Once installed, you can get going with PyTerrier just by importing it. It's common to alias it as pt when importing:
import pyterrier as pt
PyTerrier integrates with several Java-based engines, such as Terrier. It uses PyJnius as a "glue" layer in order to call these Java components. PyTerrier manages this for you automatically and uses reasonable defaults for the way it interacts with Java. However, sometimes you may need to modify the settings to work with your system. This section describes how to manage this configuration.
Note: Because these options affect the the JVM's settings, they need to be set before Java starts---for instance, at the top of a script/notebook before any Java components are loaded.

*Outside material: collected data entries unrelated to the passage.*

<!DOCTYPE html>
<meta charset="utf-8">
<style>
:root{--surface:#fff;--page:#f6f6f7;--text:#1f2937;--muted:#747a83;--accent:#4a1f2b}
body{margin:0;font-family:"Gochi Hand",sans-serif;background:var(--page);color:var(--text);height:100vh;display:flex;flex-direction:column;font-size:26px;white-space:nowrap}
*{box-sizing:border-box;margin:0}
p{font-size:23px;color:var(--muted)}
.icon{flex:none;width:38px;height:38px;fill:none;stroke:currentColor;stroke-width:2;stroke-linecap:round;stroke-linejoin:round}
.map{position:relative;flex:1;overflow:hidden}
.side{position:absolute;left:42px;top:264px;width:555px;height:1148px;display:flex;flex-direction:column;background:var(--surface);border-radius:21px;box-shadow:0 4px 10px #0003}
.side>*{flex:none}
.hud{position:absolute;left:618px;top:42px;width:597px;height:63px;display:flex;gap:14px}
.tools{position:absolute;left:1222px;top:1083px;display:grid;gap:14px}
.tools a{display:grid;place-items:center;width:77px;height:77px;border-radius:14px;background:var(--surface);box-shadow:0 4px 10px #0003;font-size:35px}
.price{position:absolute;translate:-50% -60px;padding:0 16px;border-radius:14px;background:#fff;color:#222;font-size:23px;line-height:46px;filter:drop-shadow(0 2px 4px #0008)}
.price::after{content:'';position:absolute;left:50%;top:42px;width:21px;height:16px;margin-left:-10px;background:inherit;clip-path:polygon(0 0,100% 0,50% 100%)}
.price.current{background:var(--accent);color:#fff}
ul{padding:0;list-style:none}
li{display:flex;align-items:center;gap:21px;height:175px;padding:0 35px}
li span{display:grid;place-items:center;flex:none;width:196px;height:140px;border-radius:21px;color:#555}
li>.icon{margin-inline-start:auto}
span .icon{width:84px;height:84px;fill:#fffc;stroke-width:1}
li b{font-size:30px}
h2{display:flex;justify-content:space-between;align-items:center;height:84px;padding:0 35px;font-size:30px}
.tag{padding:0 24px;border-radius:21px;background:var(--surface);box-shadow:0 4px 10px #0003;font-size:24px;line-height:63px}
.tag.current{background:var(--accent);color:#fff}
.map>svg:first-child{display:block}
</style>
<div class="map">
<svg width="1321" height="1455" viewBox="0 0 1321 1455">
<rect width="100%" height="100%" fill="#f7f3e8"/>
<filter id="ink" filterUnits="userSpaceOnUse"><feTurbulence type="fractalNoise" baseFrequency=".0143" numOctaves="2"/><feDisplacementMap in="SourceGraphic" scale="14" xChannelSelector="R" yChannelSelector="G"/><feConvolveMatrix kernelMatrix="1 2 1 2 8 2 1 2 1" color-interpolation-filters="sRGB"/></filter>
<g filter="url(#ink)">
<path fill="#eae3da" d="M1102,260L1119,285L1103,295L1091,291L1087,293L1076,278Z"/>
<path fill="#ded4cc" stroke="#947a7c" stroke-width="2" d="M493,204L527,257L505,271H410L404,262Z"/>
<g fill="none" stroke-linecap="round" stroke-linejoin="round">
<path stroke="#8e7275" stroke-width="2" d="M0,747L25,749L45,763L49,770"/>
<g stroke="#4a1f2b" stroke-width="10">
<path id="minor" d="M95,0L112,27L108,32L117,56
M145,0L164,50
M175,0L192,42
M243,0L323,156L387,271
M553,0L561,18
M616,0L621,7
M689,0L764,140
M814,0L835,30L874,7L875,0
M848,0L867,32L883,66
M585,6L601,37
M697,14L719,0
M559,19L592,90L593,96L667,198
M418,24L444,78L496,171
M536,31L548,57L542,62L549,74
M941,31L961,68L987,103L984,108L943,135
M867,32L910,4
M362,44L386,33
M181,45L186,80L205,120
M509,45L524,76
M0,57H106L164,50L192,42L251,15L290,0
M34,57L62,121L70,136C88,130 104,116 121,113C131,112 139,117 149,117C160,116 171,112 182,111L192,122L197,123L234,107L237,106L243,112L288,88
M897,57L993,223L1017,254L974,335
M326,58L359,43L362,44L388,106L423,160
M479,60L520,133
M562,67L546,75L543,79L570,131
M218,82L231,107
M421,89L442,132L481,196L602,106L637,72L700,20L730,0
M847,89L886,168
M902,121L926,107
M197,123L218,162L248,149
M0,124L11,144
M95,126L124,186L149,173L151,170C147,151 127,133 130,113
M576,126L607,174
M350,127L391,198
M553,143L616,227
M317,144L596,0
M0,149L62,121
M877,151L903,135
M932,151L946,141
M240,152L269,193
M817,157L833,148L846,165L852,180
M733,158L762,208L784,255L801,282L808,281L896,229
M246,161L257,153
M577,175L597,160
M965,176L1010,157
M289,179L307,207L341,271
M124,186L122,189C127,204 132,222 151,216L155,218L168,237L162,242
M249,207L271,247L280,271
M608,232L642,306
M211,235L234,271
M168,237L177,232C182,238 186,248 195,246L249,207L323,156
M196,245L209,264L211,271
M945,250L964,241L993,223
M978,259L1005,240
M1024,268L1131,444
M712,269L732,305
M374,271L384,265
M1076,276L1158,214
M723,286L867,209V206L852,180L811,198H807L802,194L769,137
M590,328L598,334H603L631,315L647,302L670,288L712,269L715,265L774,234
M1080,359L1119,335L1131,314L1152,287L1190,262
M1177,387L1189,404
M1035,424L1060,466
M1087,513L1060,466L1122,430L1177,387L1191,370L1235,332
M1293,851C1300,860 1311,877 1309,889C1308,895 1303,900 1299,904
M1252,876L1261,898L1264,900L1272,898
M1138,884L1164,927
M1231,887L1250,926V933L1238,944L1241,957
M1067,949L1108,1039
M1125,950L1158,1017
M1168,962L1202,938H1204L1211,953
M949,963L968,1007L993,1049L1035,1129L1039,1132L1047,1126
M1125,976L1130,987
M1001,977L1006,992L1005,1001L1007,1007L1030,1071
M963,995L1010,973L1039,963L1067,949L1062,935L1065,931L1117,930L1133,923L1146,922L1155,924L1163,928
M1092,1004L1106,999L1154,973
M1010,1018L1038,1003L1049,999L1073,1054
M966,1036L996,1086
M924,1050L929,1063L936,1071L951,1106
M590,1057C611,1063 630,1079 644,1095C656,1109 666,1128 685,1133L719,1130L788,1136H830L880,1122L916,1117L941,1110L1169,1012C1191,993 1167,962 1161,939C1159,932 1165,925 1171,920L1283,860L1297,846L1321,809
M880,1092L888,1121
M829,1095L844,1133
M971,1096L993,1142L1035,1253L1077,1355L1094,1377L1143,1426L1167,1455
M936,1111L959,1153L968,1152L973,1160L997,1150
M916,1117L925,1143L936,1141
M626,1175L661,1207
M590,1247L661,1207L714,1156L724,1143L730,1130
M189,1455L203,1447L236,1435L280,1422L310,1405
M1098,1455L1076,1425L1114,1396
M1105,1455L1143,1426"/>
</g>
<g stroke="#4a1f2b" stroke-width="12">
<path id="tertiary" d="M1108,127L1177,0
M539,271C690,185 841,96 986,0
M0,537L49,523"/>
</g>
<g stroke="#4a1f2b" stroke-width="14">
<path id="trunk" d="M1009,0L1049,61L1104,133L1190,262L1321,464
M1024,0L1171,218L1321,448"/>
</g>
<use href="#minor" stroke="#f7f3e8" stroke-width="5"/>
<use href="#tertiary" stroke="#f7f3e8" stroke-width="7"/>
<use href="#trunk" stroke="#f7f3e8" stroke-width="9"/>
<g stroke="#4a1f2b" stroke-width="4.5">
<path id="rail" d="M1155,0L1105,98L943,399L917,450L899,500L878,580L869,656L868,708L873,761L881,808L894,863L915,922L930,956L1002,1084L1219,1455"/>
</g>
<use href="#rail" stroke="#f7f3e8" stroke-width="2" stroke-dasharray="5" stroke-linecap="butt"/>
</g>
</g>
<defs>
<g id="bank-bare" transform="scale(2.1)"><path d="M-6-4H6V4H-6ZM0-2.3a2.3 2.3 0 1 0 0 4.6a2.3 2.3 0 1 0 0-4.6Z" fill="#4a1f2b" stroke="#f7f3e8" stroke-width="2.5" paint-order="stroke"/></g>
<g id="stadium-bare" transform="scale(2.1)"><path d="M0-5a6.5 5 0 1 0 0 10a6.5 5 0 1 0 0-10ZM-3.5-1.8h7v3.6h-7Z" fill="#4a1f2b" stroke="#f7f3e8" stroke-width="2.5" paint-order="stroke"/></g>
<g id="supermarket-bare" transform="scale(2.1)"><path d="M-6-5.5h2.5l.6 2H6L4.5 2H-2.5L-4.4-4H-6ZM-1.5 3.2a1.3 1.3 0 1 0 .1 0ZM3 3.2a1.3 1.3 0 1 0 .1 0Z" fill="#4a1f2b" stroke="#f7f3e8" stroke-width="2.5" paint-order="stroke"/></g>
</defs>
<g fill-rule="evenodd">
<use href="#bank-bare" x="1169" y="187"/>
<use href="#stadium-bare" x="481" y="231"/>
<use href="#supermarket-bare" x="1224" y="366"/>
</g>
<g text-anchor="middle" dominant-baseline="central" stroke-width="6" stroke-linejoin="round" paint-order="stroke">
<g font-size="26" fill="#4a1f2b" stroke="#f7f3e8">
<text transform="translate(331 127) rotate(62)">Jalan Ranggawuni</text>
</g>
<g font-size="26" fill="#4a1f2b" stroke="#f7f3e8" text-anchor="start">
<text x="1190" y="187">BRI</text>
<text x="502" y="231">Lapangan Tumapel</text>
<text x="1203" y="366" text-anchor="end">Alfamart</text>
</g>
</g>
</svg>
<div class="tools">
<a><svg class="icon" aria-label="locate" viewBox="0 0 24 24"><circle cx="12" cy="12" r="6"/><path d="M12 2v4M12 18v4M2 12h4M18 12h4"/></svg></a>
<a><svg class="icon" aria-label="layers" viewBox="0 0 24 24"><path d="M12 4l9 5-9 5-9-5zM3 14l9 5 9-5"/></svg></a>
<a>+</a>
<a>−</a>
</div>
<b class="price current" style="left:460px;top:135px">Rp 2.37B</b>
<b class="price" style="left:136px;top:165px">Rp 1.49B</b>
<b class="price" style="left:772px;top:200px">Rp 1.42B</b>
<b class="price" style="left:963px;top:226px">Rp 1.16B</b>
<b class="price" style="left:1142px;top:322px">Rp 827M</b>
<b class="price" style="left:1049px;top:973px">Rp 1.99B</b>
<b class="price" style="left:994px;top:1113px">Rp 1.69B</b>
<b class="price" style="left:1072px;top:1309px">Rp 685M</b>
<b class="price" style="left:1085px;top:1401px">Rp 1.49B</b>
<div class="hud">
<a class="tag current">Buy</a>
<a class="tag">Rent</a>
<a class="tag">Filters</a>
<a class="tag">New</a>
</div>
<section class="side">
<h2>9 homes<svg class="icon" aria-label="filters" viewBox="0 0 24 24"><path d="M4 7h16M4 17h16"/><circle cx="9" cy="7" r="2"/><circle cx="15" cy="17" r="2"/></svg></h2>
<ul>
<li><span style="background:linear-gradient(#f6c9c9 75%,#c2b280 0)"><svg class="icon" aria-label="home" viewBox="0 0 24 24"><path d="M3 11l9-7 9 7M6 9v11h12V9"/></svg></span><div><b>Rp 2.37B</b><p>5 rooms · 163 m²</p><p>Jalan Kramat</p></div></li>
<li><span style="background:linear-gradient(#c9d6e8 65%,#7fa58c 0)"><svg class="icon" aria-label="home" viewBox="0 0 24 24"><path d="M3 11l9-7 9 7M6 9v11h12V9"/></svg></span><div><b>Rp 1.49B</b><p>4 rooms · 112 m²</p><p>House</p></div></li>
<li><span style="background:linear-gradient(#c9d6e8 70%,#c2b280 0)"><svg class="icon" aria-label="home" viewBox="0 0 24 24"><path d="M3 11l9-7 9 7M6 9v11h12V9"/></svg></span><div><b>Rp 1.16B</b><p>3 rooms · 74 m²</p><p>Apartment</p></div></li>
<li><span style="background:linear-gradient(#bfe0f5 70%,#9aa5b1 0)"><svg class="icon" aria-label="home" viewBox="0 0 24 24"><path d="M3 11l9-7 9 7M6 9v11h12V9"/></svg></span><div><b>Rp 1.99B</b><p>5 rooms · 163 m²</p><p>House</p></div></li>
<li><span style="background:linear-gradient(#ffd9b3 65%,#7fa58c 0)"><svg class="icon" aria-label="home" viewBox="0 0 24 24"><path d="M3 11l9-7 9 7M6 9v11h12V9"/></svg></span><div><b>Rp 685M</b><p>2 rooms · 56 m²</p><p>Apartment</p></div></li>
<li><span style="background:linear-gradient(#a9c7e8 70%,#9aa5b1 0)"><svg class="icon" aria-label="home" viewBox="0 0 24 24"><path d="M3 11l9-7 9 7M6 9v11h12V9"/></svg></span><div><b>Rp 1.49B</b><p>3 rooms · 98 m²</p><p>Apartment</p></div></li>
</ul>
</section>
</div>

Starting Java. PyTerrier will start java when you use a component that requires it, such as pt.terrier.Retriever
. However, sometimes
you might want to start it early:
.. autofunction:: pyterrier.java.init
You can also check if Java has been started (either automatically or by pt.java.init()):
.. autofunction:: pyterrier.java.started
Java Home Path. PyJnius will search the usual places on your machine for a Java installation. If you have problems, you can overrirde the java home path:
.. autofunction:: pyterrier.java.set_java_home
Other General Options. The following are other options for configuring Java:
.. autofunction:: pyterrier.java.add_jar
.. autofunction:: pyterrier.java.add_package
.. autofunction:: pyterrier.java.set_memory_limit
.. autofunction:: pyterrier.java.set_redirect_io
.. autofunction:: pyterrier.java.add_option
.. autofunction:: pyterrier.java.set_log_level
These options adjust how the Terrier engine is loaded.
.. autofunction:: pyterrier.terrier.set_version
.. autofunction:: pyterrier.terrier.set_helper_version
.. autofunction:: pyterrier.terrier.set_property
.. autofunction:: pyterrier.terrier.set_properties
.. autofunction:: pyterrier.terrier.extend_classpath
Previous versions of PyTerrier required you to run pt.init()
(often in a if pt.started()
block)
to configure Java and start using PyTerrier. This function still exists (it calls pt.java.init()
and associated other configuration methods), but is no longer needed and deprecated.
Instead, PyTerrier now automatically loads Java when a function is called that needs it.